**What is needed:** Take every line containing "Otis" out of the records.

**Entries supplied:**
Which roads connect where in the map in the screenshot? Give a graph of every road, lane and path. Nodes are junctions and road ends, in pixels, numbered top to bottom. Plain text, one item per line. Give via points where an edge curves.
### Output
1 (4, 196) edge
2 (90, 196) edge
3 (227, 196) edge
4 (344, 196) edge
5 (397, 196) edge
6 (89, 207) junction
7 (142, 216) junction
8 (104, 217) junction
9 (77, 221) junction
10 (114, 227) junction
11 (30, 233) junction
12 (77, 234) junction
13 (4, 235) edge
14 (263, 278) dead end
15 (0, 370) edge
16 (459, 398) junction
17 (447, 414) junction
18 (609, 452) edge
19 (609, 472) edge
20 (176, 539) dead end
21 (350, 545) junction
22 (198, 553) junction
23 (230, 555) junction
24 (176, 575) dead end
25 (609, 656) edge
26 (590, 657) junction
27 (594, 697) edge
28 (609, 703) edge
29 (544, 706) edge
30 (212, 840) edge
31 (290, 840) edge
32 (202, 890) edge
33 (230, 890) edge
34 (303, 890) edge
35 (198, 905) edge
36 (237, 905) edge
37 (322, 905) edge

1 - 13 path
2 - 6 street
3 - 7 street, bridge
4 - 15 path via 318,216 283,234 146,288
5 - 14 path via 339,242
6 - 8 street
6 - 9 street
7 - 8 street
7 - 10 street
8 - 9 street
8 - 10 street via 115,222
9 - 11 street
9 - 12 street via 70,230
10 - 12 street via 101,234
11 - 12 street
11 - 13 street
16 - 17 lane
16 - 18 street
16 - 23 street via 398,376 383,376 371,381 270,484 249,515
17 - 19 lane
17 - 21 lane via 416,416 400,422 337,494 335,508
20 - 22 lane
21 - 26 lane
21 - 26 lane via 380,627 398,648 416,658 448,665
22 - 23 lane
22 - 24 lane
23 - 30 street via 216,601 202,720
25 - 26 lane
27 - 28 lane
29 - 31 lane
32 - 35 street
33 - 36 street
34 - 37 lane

---

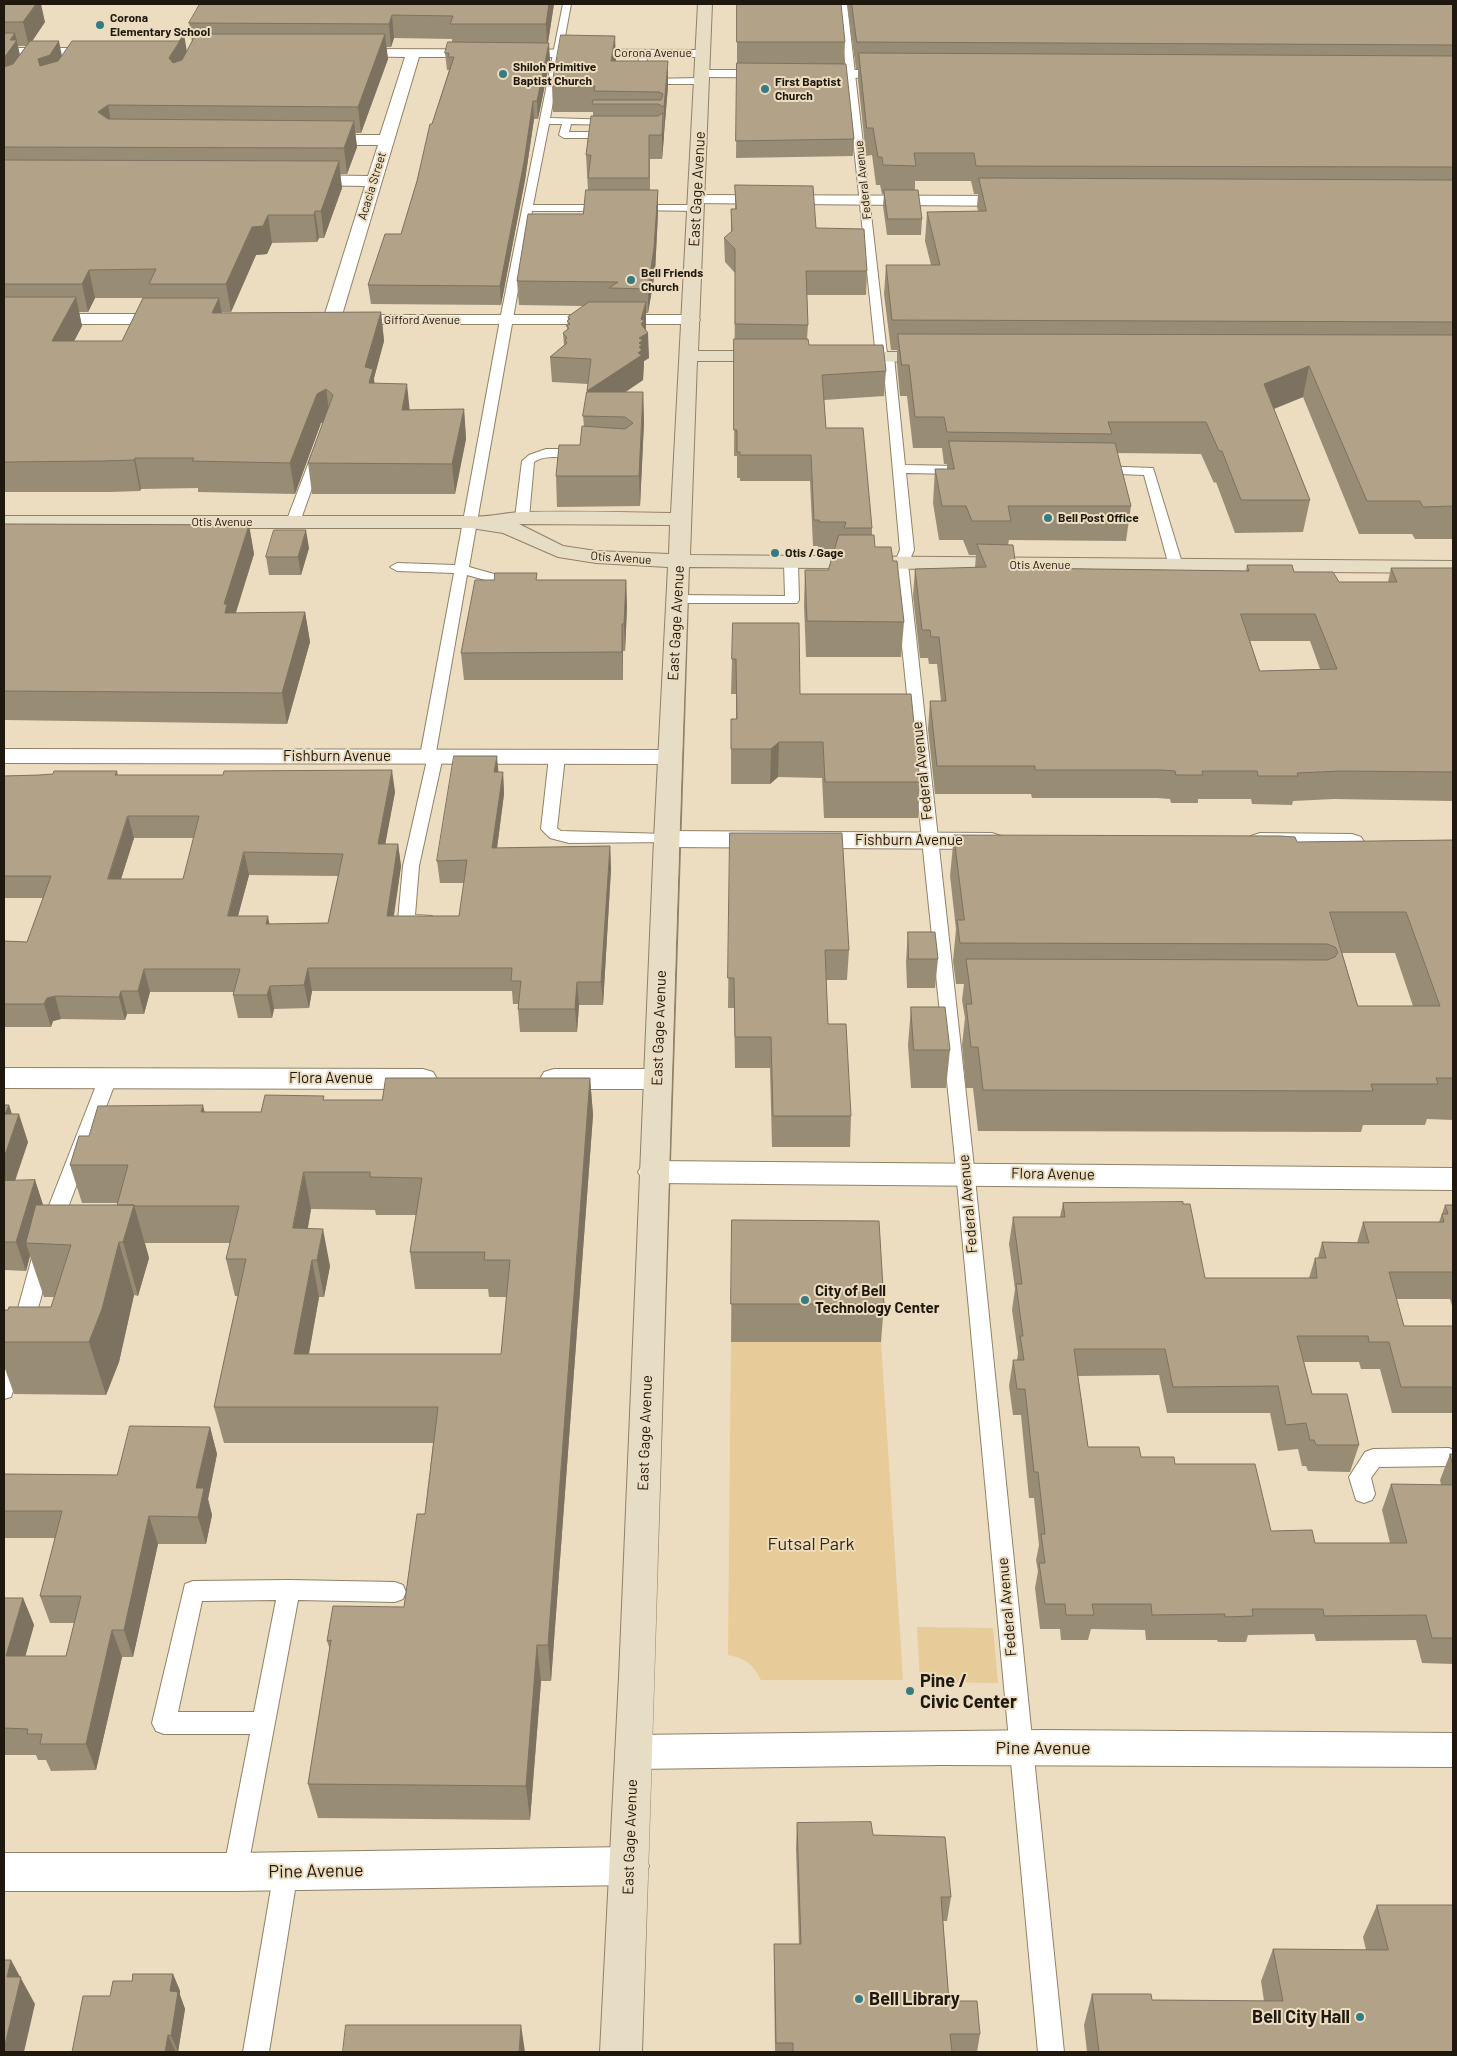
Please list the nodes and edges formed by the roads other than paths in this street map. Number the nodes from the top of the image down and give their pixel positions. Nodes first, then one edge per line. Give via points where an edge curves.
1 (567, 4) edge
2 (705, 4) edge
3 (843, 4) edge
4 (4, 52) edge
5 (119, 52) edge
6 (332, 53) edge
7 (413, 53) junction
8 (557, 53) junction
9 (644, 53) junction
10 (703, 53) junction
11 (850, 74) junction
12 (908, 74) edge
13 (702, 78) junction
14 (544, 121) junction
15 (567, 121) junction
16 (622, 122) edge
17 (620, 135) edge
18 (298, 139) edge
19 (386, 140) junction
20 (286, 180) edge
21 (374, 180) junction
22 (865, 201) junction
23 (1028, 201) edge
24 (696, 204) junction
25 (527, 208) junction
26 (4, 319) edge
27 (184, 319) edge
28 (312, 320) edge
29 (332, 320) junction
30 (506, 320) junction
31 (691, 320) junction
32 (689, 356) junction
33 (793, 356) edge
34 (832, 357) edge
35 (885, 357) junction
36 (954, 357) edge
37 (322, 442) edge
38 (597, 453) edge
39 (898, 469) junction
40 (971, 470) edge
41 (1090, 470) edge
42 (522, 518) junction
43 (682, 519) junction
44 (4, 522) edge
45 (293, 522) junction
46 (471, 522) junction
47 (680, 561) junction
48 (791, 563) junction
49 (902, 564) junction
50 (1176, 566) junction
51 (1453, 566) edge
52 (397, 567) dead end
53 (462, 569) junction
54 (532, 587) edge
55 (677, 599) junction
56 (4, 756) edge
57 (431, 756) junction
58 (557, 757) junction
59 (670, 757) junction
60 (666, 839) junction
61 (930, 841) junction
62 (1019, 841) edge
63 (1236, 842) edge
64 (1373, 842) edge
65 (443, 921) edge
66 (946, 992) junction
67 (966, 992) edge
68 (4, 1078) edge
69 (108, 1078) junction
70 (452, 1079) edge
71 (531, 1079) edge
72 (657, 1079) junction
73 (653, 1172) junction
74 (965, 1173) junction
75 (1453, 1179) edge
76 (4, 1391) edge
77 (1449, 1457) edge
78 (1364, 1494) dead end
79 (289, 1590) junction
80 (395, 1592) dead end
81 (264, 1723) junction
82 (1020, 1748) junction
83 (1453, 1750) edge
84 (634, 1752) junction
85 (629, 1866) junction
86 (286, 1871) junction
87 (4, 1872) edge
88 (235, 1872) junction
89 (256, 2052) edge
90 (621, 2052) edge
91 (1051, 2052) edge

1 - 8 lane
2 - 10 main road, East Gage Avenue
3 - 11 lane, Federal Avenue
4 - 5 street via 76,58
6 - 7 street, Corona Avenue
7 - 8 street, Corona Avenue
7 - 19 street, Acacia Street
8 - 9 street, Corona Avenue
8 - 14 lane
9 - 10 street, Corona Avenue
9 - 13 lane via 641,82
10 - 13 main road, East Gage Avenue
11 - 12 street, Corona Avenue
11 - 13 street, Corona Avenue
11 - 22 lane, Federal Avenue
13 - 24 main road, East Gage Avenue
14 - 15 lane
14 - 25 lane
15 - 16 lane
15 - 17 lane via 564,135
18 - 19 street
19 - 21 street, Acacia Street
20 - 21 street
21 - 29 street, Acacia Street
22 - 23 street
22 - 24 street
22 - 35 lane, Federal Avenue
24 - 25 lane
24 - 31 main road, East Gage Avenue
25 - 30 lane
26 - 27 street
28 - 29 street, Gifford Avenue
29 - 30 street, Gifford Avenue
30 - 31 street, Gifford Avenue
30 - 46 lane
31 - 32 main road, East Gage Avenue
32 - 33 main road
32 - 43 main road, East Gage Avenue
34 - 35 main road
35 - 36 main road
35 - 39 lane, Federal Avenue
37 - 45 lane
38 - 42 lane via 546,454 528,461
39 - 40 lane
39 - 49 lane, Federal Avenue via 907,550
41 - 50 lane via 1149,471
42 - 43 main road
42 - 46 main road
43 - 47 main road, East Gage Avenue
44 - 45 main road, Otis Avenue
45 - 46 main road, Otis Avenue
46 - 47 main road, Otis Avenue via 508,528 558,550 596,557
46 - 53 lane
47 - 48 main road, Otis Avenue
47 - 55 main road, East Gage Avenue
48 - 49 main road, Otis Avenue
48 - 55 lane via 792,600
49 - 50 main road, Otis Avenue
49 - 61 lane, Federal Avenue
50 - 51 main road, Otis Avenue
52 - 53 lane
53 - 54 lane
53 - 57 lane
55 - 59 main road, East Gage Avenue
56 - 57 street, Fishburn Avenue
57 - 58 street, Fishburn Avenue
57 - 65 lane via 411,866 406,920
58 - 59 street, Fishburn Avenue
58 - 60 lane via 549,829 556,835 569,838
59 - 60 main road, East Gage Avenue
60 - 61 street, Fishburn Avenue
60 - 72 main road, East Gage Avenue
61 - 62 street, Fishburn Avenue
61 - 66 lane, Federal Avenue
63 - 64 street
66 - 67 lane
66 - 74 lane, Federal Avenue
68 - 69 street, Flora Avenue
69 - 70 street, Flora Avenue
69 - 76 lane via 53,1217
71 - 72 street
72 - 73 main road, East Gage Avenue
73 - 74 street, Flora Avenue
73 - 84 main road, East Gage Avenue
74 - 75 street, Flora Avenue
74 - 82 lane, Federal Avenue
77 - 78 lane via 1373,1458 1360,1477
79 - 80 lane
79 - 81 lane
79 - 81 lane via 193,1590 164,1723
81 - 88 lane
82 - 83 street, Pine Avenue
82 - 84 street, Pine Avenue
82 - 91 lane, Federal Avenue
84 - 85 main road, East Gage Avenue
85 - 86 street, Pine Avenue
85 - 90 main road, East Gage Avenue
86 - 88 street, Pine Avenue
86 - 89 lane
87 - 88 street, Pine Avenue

**Solution to this exercise:**
44 - 45 main road, Otis Avenue
45 - 46 main road, Otis Avenue
46 - 47 main road, Otis Avenue via 508,528 558,550 596,557
47 - 48 main road, Otis Avenue
48 - 49 main road, Otis Avenue
49 - 50 main road, Otis Avenue
50 - 51 main road, Otis Avenue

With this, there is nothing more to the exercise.